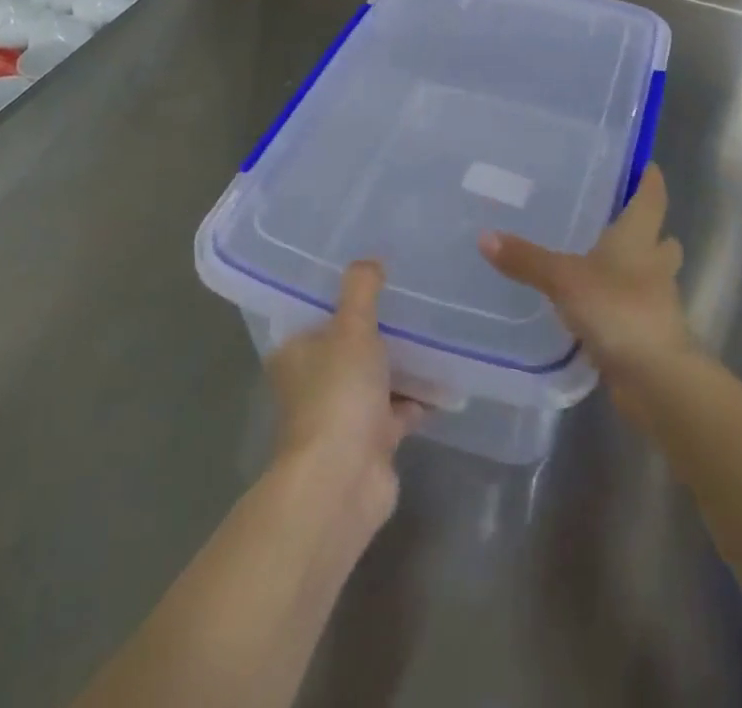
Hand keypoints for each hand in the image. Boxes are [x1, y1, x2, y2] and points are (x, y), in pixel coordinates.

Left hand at [266, 260, 424, 530]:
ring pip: (375, 378)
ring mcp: (341, 414)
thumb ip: (361, 290)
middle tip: (415, 301)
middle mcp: (313, 382)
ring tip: (436, 334)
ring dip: (401, 364)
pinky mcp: (369, 442)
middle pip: (349, 345)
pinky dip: (417, 399)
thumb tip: (370, 260)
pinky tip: (445, 381)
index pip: (318, 313)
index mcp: (295, 352)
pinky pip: (397, 410)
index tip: (376, 275)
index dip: (344, 295)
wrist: (342, 481)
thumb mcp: (351, 328)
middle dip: (380, 330)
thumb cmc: (338, 394)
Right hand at [479, 165, 696, 411]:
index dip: (650, 182)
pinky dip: (623, 306)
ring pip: (653, 278)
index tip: (649, 166)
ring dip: (639, 271)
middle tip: (621, 220)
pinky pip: (637, 312)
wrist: (657, 379)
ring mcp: (657, 304)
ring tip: (606, 265)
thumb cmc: (617, 310)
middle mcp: (653, 266)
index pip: (651, 200)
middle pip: (660, 241)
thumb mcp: (563, 279)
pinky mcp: (650, 337)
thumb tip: (484, 235)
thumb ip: (525, 259)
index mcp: (638, 239)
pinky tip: (598, 309)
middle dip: (649, 231)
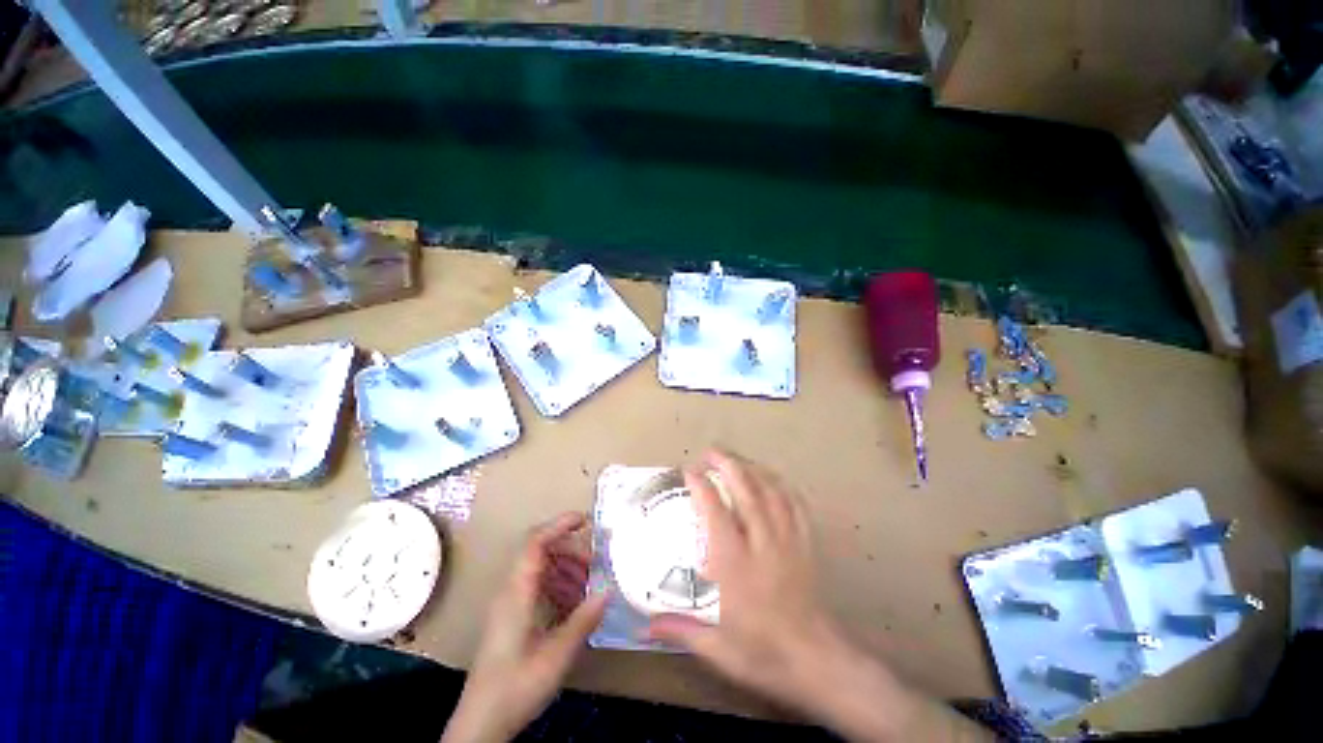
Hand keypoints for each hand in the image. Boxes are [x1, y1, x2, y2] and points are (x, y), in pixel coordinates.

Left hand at [442, 513, 606, 742]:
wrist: (481, 723)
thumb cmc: (515, 688)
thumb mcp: (555, 656)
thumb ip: (583, 621)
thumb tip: (608, 590)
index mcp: (517, 593)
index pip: (535, 542)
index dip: (559, 524)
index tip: (586, 520)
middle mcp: (510, 590)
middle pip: (540, 550)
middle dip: (570, 550)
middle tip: (595, 563)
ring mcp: (509, 602)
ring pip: (540, 568)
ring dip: (566, 568)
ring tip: (589, 584)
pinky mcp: (511, 615)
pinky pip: (537, 585)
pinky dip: (558, 584)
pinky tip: (574, 602)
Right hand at [648, 451, 990, 742]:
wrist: (817, 661)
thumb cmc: (764, 654)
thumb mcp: (717, 648)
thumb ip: (681, 630)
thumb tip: (644, 626)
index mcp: (734, 563)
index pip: (715, 511)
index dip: (701, 485)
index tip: (689, 470)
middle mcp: (760, 542)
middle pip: (746, 489)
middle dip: (727, 463)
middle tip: (710, 451)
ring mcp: (787, 539)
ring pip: (771, 490)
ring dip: (752, 468)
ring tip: (736, 458)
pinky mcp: (805, 543)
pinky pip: (795, 503)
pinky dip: (781, 485)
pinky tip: (772, 479)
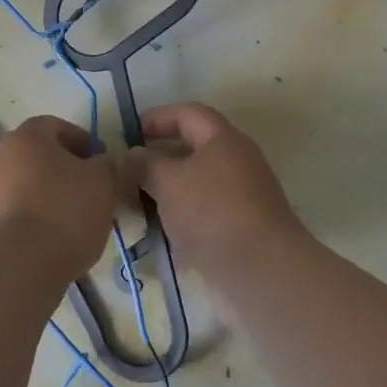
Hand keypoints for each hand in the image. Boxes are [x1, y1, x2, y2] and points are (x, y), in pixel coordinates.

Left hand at [0, 116, 117, 280]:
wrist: (16, 265)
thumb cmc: (64, 212)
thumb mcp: (102, 183)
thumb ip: (107, 165)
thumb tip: (101, 162)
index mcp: (27, 137)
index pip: (56, 126)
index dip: (82, 142)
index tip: (102, 164)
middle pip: (37, 157)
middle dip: (63, 172)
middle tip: (89, 194)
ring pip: (23, 187)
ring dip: (45, 197)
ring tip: (71, 224)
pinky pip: (11, 214)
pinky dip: (29, 221)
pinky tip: (48, 243)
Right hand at [123, 103, 305, 272]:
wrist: (261, 272)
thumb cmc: (212, 213)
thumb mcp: (168, 181)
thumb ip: (144, 163)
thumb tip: (131, 155)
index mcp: (224, 140)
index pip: (189, 114)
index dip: (158, 117)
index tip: (130, 132)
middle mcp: (236, 163)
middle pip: (193, 149)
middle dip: (158, 157)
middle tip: (125, 170)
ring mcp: (239, 199)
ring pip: (195, 184)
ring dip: (164, 190)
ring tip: (133, 202)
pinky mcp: (237, 229)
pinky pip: (201, 213)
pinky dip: (177, 216)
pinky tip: (155, 230)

· · · ·

§ Goal of the exercise
Retype the listing verbatim, minus every image.

§ Response box
Hand keypoints for each hand in the image. Boxes are [x1, y1, x2, y2] and points are (x, y), in pixel coordinates.

Left hand at [266, 260, 424, 530]:
ring pip: (375, 378)
ring mcp: (341, 414)
thumb ip: (361, 290)
middle tip: (415, 301)
middle mcp: (313, 382)
ring tip: (436, 334)
ring dip: (401, 364)
pinky mcp: (369, 442)
middle pip: (349, 345)
pinky dip: (417, 399)
thumb tip: (370, 260)
pinky tip: (445, 381)
index pip: (318, 313)
index mcp: (295, 352)
pinky pip: (397, 410)
index tip: (376, 275)
index dip: (344, 295)
wrist: (342, 481)
thumb mcp: (351, 328)
middle dip: (380, 330)
thumb cmc: (338, 394)
Right hand at [479, 165, 696, 411]:
index dip: (650, 182)
pinky dip: (623, 306)
ring pip: (653, 278)
index tip: (649, 166)
ring dip: (639, 271)
middle tip: (621, 220)
pinky pip: (637, 312)
wrist: (657, 379)
ring mcp: (657, 304)
ring tip: (606, 265)
thumb cmc: (617, 310)
middle mcp: (653, 266)
index pip: (651, 200)
middle pip: (660, 241)
thumb mcp: (563, 279)
pinky mcp: (650, 337)
thumb tip: (484, 235)
thumb ip: (525, 259)
index mcp: (638, 239)
pinky tip: (598, 309)
middle dip: (649, 231)
Hand keypoints for each hand in the image. Boxes are [x1, y1, x2, y2] and points are (x, y), in pixel coordinates.

Left hand at [442, 513, 606, 742]:
wrist: (481, 723)
thumb cmc: (515, 688)
thumb mcp: (555, 656)
thumb ip: (583, 621)
thumb tip: (608, 590)
index mcp: (517, 593)
index pip: (535, 542)
index dip: (559, 524)
index tip: (586, 520)
middle mcp: (510, 590)
middle pip: (540, 550)
middle dip: (570, 550)
middle tip: (595, 563)
ring mcp: (509, 602)
ring pip: (540, 568)
ring dip: (566, 568)
ring tip: (589, 584)
pinky mcp: (511, 615)
pinky pip: (537, 585)
pinky dip: (558, 584)
pinky tip: (574, 602)
Right hand at [648, 451, 990, 742]:
wrist: (817, 661)
thumb cmc: (764, 654)
thumb mcp: (717, 648)
thumb ip: (681, 630)
thumb tip: (644, 626)
index mcp: (734, 563)
index pip: (715, 511)
index dip: (701, 485)
index tip: (689, 470)
middle mcp: (760, 542)
middle pip: (746, 489)
middle dip: (727, 463)
middle tip: (710, 451)
ring mcp: (787, 539)
ring pip: (771, 490)
ring dip: (752, 468)
ring tip: (736, 458)
pinky mcp: (805, 543)
pinky pip: (795, 503)
pinky dip: (781, 485)
pinky tip: (772, 479)
Hand keypoints for each hand in the image. Boxes are [x1, y1, x2, y2] and points are (x, y), in pixel coordinates.

Left hand at [0, 116, 117, 280]:
wrist: (16, 265)
thumb cmc: (64, 212)
thumb mcp: (102, 183)
thumb ip: (107, 165)
thumb tip: (101, 162)
index mcp: (27, 137)
index pip: (56, 126)
index dip: (82, 142)
index tip: (102, 164)
middle pip: (37, 157)
middle dip: (63, 172)
middle tip: (89, 194)
ring pip: (23, 187)
ring dip: (45, 197)
ring tip: (71, 224)
pinky pip: (11, 214)
pinky dip: (29, 221)
pinky tip: (48, 243)
Right hand at [123, 103, 305, 272]:
wrist: (261, 272)
thumb cmc: (212, 213)
thumb mcp: (168, 181)
thumb ip: (144, 163)
thumb tip: (131, 155)
index mcp: (224, 140)
index pip: (189, 114)
index dip: (158, 117)
index tip: (130, 132)
middle mcp: (236, 163)
middle pip: (193, 149)
middle dip: (158, 157)
middle tip: (125, 170)
ring mcp: (239, 199)
ring pip: (195, 184)
ring dip: (164, 190)
ring tip: (133, 202)
pinky mcp: (237, 229)
pinky pip: (201, 213)
pinky dip: (177, 216)
pinky tip: (155, 230)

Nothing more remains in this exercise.